This article is second half of a series discussing what statisticians do, from a graduate student perspective. Part I is here, and I’ll be using some of the same metaphors from the last one.
It’s week 9 here in Winter Quarter, and it’s about time to buckle down for finals. As such, I am fully locked in to writing these articles for you instead. I’m following on my last post about what statistics is, and I’ll be continuing that thread here.
In the last post, we discussed how statisticians are essentially the Sherlocks of the research world. Statisticians view data as being produced by a metaphorical “machine” that follows some fixed rule. We brought up this idea of the probablist who knows what this rule is; this rule is described by some probability distribution function. The statisticians “sees” randomness produced by the machine, but assumes that this randomness follows a fixed law. The ultimate job of the statistician is to give their best guess at what the original machine is.

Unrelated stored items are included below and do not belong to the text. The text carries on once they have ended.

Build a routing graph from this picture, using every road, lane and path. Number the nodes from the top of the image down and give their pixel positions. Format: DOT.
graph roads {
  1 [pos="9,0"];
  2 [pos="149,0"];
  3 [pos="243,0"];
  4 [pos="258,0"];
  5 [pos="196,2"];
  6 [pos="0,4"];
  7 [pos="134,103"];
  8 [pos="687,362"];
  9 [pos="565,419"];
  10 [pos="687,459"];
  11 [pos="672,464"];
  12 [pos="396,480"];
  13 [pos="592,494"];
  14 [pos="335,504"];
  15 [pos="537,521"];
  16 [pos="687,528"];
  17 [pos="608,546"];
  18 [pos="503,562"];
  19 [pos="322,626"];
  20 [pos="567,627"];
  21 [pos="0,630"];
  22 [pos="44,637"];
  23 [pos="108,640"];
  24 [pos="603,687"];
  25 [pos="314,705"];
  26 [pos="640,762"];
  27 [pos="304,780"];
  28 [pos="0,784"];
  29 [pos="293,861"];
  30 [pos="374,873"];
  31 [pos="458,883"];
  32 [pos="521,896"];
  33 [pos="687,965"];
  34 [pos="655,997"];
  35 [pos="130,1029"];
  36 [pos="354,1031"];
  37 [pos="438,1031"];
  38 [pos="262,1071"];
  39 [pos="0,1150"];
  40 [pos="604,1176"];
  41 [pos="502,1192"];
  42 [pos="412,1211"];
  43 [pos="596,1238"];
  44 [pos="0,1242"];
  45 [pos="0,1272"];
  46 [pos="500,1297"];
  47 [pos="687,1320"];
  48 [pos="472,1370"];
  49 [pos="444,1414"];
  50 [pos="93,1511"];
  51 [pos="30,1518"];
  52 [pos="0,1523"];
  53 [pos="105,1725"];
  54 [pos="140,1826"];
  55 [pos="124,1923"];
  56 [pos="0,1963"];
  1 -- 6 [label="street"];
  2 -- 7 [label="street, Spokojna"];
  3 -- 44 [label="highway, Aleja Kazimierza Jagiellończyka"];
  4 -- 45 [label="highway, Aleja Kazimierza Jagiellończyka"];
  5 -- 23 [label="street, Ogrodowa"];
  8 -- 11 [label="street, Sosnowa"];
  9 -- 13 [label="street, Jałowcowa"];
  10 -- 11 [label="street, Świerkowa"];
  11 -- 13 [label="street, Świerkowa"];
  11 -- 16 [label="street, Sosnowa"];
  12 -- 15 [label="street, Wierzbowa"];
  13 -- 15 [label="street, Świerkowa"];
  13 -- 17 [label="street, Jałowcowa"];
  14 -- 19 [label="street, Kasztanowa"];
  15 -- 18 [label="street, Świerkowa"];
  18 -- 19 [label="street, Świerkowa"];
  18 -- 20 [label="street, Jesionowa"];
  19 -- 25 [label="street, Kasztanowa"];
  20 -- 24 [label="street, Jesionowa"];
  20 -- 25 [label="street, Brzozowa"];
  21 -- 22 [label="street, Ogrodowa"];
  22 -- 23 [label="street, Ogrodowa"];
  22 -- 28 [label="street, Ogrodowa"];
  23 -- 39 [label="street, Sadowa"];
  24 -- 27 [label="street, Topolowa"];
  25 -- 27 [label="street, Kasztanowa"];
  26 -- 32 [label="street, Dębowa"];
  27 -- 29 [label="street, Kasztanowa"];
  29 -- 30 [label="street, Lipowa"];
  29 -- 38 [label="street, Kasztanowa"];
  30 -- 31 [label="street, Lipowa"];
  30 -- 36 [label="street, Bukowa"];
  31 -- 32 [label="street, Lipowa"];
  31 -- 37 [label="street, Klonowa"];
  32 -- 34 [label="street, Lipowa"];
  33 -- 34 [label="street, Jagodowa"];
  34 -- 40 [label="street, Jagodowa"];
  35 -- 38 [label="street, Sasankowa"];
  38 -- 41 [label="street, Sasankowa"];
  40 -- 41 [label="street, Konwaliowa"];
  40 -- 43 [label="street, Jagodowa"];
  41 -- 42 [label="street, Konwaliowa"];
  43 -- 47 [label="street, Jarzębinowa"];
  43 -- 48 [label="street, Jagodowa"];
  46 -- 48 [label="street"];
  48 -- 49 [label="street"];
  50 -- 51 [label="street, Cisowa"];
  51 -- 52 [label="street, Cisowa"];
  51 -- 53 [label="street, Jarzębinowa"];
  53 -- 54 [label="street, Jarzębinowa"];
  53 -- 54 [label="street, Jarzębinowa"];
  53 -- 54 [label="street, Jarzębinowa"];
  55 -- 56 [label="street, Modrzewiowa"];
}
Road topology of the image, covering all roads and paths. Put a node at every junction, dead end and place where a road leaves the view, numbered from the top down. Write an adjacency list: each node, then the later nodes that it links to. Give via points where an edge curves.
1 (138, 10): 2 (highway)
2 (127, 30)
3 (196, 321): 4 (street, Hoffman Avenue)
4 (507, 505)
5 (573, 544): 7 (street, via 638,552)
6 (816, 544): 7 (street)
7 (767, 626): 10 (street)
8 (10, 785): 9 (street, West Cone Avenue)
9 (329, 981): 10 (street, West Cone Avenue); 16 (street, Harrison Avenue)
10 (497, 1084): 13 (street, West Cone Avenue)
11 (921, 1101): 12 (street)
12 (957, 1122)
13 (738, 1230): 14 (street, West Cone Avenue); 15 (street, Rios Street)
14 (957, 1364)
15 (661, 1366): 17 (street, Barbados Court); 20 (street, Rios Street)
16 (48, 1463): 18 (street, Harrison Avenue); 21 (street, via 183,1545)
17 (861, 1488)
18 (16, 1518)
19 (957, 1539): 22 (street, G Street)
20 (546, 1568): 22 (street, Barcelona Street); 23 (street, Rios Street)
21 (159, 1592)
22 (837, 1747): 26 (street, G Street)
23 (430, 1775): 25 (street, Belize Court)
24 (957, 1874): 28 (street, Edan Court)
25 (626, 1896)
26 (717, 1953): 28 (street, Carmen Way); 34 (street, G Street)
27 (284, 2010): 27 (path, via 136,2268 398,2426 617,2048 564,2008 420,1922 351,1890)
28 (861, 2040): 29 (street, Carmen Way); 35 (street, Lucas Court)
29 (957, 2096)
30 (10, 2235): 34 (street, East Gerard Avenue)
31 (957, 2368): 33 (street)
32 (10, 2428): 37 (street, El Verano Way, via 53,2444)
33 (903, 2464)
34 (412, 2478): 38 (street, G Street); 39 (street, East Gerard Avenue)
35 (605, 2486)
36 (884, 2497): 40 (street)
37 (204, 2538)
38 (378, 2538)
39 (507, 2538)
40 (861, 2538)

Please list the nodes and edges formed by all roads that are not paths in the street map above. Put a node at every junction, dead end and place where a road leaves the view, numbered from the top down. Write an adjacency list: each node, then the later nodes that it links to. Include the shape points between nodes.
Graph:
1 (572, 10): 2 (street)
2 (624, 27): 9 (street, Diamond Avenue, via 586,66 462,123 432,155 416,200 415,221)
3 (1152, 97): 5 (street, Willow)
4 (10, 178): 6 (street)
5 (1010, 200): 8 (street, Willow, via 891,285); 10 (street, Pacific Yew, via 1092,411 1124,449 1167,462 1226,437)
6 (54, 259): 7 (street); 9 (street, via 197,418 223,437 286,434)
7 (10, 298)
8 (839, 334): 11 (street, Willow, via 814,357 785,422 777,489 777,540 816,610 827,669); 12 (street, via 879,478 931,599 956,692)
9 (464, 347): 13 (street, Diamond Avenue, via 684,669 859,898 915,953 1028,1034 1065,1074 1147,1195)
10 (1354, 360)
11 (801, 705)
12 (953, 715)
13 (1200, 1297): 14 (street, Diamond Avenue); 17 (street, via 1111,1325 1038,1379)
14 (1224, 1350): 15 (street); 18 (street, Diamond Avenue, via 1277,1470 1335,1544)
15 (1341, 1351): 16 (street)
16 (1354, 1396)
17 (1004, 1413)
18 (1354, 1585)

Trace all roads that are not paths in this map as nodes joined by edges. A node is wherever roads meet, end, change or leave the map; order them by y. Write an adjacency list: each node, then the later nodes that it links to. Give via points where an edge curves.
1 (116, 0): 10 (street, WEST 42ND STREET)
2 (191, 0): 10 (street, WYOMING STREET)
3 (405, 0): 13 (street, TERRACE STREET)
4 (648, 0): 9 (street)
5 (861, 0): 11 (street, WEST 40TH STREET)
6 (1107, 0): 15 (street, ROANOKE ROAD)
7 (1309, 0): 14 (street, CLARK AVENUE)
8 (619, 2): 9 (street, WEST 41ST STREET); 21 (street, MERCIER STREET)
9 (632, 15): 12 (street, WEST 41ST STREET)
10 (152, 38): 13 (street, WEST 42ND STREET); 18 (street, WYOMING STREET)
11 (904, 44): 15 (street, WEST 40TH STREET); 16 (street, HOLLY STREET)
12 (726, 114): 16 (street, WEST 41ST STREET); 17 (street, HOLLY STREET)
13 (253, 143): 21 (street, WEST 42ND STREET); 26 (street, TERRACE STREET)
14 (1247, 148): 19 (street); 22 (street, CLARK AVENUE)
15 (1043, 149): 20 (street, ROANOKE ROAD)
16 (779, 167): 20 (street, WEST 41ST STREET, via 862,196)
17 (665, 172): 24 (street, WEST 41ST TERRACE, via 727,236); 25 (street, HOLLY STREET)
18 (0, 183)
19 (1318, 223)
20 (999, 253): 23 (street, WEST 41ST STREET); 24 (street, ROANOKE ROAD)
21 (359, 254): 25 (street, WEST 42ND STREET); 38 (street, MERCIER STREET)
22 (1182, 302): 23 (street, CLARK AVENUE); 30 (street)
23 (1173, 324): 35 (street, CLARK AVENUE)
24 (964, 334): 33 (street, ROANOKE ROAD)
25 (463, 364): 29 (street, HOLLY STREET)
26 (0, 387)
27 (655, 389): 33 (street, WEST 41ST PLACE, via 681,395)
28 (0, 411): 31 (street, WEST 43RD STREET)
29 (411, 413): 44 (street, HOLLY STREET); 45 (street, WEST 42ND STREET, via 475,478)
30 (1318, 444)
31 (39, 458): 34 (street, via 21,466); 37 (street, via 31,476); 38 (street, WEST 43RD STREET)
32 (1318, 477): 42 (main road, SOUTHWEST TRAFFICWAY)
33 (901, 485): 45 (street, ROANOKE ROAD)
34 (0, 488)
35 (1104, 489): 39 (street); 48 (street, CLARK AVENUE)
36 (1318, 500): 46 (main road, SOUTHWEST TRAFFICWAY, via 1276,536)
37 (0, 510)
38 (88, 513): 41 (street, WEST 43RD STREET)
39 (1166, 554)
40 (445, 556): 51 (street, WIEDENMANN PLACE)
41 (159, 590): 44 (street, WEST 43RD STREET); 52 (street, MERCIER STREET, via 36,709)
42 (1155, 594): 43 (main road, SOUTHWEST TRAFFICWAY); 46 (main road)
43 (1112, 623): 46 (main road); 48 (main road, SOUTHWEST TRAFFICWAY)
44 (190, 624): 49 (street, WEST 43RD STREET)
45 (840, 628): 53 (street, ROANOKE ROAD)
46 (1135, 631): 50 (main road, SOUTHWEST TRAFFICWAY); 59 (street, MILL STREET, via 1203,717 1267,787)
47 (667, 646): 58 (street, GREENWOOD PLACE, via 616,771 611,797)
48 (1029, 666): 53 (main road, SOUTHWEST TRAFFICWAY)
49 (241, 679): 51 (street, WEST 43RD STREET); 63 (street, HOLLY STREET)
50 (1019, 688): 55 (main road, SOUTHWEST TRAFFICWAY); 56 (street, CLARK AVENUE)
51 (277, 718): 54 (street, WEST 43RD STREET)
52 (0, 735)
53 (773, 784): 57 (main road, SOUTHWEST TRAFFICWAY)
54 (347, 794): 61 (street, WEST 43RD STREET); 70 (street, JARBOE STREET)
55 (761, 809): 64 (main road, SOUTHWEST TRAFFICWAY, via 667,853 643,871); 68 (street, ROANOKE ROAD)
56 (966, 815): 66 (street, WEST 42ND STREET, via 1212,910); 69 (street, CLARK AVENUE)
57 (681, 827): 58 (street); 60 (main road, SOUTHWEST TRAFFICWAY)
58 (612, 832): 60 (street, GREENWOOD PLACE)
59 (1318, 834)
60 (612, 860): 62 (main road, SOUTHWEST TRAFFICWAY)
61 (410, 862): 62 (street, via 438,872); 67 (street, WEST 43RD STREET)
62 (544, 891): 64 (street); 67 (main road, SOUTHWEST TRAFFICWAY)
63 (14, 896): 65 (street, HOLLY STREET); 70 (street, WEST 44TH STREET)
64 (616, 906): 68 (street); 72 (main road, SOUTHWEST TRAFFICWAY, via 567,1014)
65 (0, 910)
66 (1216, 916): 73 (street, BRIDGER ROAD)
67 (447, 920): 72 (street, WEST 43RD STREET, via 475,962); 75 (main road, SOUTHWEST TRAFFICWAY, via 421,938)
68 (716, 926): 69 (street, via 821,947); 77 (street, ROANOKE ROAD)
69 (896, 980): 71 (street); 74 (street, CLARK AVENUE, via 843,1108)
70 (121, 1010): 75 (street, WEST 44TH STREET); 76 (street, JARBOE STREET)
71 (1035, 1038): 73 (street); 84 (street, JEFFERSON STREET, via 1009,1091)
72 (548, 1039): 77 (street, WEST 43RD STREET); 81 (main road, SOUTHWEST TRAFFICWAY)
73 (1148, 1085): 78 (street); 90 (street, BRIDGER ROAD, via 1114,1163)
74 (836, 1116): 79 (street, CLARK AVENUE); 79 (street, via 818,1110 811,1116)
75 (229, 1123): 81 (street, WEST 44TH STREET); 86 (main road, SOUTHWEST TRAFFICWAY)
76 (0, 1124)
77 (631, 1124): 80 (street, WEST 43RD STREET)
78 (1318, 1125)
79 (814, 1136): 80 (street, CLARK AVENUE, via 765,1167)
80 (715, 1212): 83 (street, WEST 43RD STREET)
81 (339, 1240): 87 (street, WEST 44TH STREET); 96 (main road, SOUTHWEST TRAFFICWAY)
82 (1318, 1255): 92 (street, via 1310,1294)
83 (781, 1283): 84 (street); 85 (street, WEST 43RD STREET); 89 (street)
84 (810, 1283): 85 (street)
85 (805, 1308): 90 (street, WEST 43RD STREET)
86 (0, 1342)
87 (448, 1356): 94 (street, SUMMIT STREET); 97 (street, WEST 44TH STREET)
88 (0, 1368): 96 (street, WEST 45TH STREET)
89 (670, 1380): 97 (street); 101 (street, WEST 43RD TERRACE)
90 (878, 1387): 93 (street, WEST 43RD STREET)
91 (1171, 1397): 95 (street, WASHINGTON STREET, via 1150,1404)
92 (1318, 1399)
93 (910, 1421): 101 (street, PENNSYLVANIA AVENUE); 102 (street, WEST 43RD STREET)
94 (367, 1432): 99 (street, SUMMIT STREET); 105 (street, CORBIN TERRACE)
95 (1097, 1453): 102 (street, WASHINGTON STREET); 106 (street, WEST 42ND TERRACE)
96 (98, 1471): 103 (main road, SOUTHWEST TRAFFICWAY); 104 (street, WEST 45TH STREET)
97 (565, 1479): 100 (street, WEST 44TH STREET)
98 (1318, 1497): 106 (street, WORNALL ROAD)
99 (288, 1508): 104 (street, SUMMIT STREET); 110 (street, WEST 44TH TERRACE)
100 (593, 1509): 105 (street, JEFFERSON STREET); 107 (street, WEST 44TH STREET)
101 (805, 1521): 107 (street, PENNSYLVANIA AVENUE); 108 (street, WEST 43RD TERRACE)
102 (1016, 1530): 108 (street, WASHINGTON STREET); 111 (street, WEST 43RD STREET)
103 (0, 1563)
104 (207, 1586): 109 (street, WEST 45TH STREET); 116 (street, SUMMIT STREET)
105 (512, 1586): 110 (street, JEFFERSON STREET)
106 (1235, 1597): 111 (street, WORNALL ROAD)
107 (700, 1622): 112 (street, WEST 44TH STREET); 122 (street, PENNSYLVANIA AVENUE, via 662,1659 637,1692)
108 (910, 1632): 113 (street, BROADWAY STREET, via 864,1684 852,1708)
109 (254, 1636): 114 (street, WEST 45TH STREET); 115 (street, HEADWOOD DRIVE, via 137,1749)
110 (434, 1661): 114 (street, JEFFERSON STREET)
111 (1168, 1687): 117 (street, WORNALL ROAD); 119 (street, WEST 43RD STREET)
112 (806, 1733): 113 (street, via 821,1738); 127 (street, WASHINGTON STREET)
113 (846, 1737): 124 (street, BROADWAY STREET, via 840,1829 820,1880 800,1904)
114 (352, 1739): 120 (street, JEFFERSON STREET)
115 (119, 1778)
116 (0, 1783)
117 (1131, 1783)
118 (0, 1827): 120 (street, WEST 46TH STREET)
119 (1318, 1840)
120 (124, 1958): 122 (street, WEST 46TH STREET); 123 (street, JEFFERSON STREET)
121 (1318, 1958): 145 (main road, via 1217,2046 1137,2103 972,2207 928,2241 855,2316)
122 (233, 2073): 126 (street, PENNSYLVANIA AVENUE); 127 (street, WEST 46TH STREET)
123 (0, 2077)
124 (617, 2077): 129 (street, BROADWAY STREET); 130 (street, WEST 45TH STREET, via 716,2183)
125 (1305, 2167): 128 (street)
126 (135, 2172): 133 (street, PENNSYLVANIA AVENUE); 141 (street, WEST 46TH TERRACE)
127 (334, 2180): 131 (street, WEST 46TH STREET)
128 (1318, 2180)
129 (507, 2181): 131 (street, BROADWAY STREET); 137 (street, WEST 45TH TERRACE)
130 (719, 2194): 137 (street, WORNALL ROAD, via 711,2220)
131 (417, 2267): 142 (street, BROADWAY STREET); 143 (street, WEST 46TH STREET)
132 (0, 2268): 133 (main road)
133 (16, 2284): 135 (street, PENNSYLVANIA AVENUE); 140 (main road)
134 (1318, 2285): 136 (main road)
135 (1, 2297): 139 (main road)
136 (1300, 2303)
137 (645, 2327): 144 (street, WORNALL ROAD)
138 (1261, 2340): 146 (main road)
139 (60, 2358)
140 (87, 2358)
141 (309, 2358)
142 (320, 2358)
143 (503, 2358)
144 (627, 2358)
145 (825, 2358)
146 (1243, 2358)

For this week, we’ll extend the metaphor a bit to cover associations. Associations are described in terms of changes: if one variable X increases, does another variable Y increase or decrease too? Maybe it doesn’t change at all. Over time, statisticians have developed tools to help us understand how two phenomena are related to each other. These tools are called regressions.
Quick historical aside: “Regression” here is not the same as dictionary definition. The term comes from the phrase “regression to the mean” by Sir Francis Galton when he studied the relationship between the heights of parents and their children. He noticed that taller parents often produced shorter children and vice-versa; in other words, the kids “regressed” towards a more typical height relative to their parents. Today, statisticians take this term and use it to refer to the study of relationships between phenomena.
Introducing Abby and Billy
In the original article, our metaphorical probablists create machines that produce random data according to some law aka a probability distribution function. We will call this first probablist Abby. Now, we introduce a second probablist who is somewhat less creative than his more enterprising peers. We’ll call him Billy. I resist the urge to call them Alice and Bob.
Instead of creating his own law for generating data, Billy decides that he will base his machine on Abby’s machine instead. For the purposes of this article, his rule will be simple. Whatever he data he observes from Abby’s machine, he will double it… and some other stuff.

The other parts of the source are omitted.